Actionability Will the data lead to a fair and useful decision? Pair data with context, quality checks, and human review.

Privacy Versus Data Quality

The correction depends on the type of issue.

Scenario Main issue Better response
Employee productivity dashboard includes identifiable break-time data unrelated to the objective. Privacy and ethical use. Remove or aggregate unnecessary personal data and explain the purpose.
Sales report excludes online orders because systems do not integrate. Data quality and completeness. Integrate source data or reconcile before using the report.
Managers can export salary data for all departments. Access control and confidentiality. Restrict access and review permissions.
Customer complaints are analyzed without customer identifiers. Likely not a privacy issue if aggregation is sufficient. Use the data if it is relevant and reliable, with retention controls.
Automated ranking penalizes staff assigned to more complex cases. Ethical use and measurement fairness. Adjust the measure for controllability and add human review.

Balancing Information Need And Risk

The strongest response does not simply reject data use. It explains how management can meet the decision need with less risk.

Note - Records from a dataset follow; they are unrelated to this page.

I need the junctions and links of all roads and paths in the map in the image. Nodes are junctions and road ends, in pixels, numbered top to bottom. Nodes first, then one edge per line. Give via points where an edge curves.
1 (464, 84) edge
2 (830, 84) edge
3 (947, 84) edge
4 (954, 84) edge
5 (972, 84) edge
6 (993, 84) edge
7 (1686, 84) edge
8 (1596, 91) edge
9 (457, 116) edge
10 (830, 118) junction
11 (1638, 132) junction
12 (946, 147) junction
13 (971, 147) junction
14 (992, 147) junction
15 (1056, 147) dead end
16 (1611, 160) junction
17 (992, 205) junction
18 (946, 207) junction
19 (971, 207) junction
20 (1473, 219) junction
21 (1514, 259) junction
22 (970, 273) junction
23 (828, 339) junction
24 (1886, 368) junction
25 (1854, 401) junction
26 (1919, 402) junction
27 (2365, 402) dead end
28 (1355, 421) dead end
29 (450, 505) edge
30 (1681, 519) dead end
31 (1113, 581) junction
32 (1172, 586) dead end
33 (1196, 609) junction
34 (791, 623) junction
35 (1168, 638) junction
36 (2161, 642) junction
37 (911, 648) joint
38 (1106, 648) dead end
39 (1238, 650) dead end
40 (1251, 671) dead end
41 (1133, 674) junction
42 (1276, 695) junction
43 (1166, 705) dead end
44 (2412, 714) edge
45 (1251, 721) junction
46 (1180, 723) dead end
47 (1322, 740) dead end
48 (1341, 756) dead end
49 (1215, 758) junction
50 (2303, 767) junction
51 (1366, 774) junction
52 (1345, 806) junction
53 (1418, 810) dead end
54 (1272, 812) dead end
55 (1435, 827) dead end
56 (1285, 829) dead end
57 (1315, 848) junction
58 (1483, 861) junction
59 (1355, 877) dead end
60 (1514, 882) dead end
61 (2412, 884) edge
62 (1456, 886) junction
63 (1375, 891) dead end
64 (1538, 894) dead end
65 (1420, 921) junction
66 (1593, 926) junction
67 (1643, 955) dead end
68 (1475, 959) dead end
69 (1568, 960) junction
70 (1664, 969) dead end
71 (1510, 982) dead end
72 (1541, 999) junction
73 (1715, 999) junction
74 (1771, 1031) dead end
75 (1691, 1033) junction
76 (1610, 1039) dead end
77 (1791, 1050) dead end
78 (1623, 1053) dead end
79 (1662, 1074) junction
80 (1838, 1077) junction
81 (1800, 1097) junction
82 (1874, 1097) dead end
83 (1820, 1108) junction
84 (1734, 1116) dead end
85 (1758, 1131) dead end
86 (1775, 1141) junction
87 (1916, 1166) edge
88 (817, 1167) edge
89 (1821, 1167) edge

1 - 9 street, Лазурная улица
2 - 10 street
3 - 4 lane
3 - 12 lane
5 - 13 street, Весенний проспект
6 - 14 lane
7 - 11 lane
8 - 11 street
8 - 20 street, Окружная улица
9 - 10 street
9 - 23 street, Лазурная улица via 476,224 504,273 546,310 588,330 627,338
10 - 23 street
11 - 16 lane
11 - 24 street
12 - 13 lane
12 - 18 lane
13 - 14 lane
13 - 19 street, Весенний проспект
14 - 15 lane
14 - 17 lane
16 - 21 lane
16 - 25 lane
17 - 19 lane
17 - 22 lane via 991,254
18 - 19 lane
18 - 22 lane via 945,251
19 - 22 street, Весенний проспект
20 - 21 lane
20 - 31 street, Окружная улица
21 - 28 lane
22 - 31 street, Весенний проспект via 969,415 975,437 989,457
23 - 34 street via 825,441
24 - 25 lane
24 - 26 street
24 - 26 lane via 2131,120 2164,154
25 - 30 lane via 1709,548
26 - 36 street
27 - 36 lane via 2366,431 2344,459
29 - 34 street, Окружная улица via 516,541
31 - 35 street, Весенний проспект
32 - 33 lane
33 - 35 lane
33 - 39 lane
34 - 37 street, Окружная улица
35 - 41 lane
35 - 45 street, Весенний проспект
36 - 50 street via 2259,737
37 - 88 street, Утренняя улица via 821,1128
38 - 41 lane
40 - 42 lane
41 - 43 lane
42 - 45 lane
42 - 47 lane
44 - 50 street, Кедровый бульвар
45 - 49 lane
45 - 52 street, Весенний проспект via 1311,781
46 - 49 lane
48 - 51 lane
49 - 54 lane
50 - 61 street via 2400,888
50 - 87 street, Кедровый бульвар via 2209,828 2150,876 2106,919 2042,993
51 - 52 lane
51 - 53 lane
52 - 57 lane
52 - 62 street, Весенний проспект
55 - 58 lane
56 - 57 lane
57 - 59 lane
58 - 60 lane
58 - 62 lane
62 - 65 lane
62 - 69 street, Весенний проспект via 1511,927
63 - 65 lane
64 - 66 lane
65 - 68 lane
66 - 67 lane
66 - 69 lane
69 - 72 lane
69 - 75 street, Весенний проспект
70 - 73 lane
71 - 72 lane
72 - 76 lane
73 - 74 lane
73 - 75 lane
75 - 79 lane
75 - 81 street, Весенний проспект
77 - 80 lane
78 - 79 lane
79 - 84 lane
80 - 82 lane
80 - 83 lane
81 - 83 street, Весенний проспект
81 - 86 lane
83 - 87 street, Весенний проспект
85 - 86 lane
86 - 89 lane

Management objective Lower-risk information approach
Monitor service speed. Use queue time and resolution time by team, plus quality indicators, rather than continuous individual surveillance.
Evaluate branch performance. Use controllable financial and non-financial measures with consistent definitions.
Improve customer retention. Use aggregated customer-segment patterns and restrict access to identifiable records.
Manage employee productivity. Use role-appropriate measures, explain limitations, and allow review of disputed data.
Detect policy exceptions. Use exception reporting with role-based access and documented follow-up.

Case Response Framework

Step Question Output
1. Objective What management information need is legitimate? Decision purpose.
2. Risk What privacy, confidentiality, ethical, access, or data-quality issue appears? Risk classification.
3. Stakeholder Who is affected by the data use? Employee, customer, supplier, board, regulator, or public user.
4. Safer design How can management meet the objective with less risk? Limit, aggregate, anonymize, restrict, disclose, validate, or monitor.
5. Governance Who approves and reviews ongoing use? Owner, policy, access review, retention rule, and escalation.

Common Pitfalls

Pitfall Correction
Treating every data problem as a privacy problem. Distinguish privacy, confidentiality, ethical use, data quality, access control, and governance.
Rejecting data use without considering the decision need. Preserve the legitimate objective through a safer design.
Asking for more data despite privacy constraints. Use minimization, aggregation, anonymization, or alternate measures.
Ignoring access rights. State who should see, edit, export, and approve data use.
Assuming system output is fair. Check controllability, bias, context, data quality, and human review.

Key Takeaways

  • Ethical and privacy issues should be analyzed without ignoring the legitimate management information need.
  • Privacy, confidentiality, ethical use, data quality, access control, and governance are different issues with different remedies.
  • Expanded data collection should be necessary, proportionate, transparent, controlled, and actionable.
  • Safer designs include aggregation, anonymization, purpose limits, role-based access, retention rules, and human review.
  • A strong recommendation identifies the affected stakeholder and the governance process for ongoing data use.